Salut, noble envoyé des forêts éternelles,
Toi qui viens nous porter les parfums du pays,
Baisers discrets et purs, caresses maternelles
De l’Alsace enchaînée à ses enfants bannis !
Nous savons quelle main pieuse et vénérée
A voulu t’arracher, là-bas, de tes hauts lieux,
Pour nous montrer un peu de la terre sacrée
Où loin de nous, hélas ! dorment tous nos aïeux !
D’où viens-tu ? Dis-le-nous ! Sur quelque roc sauvage,
Au bord des noirs ravins, étendant tes longs bras,
Vivais-tu près des burgs du sombre moyen âge,
Qu’en un jour de courroux le peuple mit à bas ?
As-tu vu Géroldseck, l’évêque, avec ses reîtres,
Sur Strasbourg révolté marcher pressant les rangs ?

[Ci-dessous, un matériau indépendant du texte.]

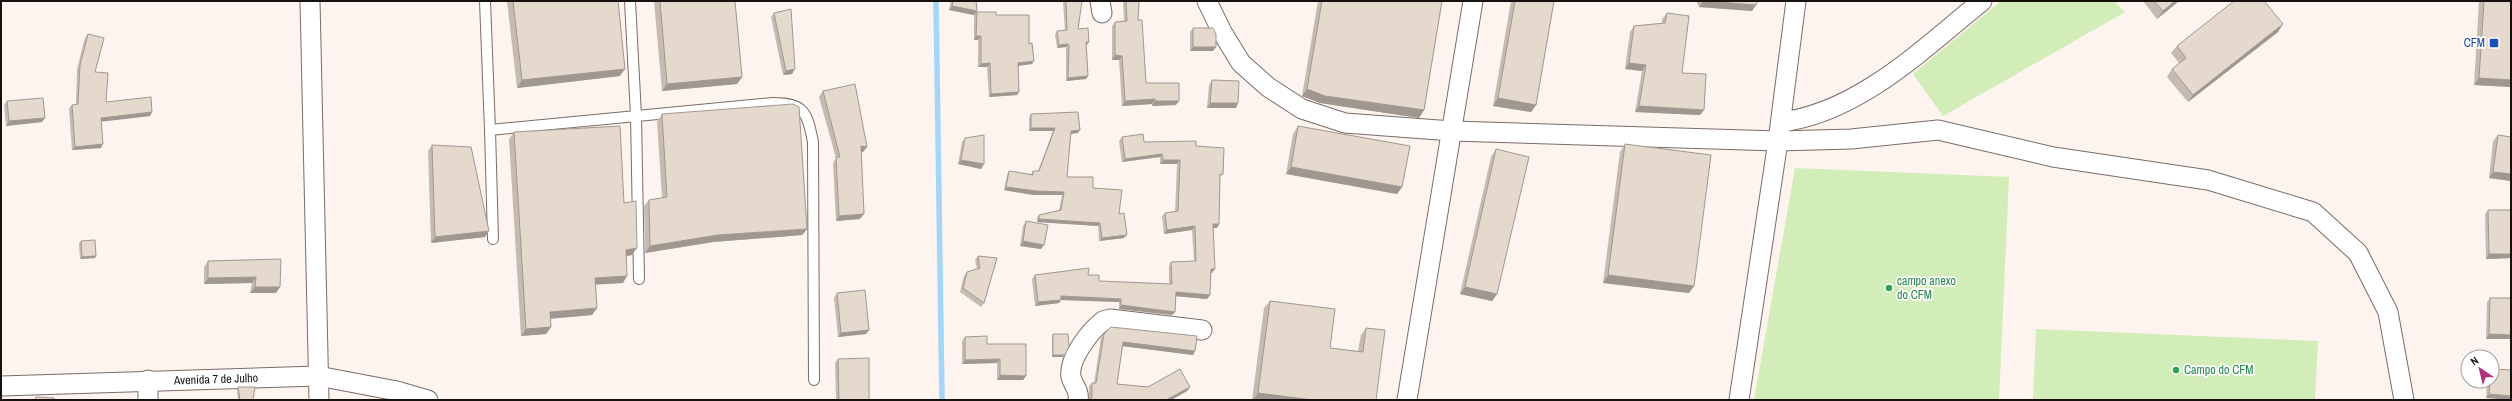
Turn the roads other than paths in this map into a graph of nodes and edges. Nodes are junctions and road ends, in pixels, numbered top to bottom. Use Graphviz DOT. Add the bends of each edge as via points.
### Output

Ah ! dis-nous donc alors comment nos fiers ancêtres
Ont fait, à Hausbergen, pour broyer les tyrans !
Viendrais-tu du Donon, dont la tête si fière
S’élève dénudée au-dessus des grands bois ?
Etais-tu le voisin des vieux témoins de pierre
Qui disent en passant que nous sommes Gaulois ?
Quand la France sortit de la grande fournaise,
Rayonnante, nouveau phénix ressuscité,
As-tu senti passer la jeune Marseillaise,
Prenant son premier vol vers l’immortalité ?
N’as-tu pas admiré, dans ces temps héroïques,
Rués vers la Lauter que menaçaient les rois,
Terribles, demi-nus, nos paysans épiques
Qui rendirent la Force esclave de leurs Droits ?
Mais non ! reste muet… Notre moderne Histoire
Rougirait au récit de ces faits inouïs…
Laissons, laissons dormir, dans leur linceul de gloire.
Les héros blancs et purs des jours évanouis !…
- ↑ Stances dits à la fête nationale de l’Arbre de Noël, donnée par l’Association générale d’Alsace-Lorraine, le 23 déc. 1872.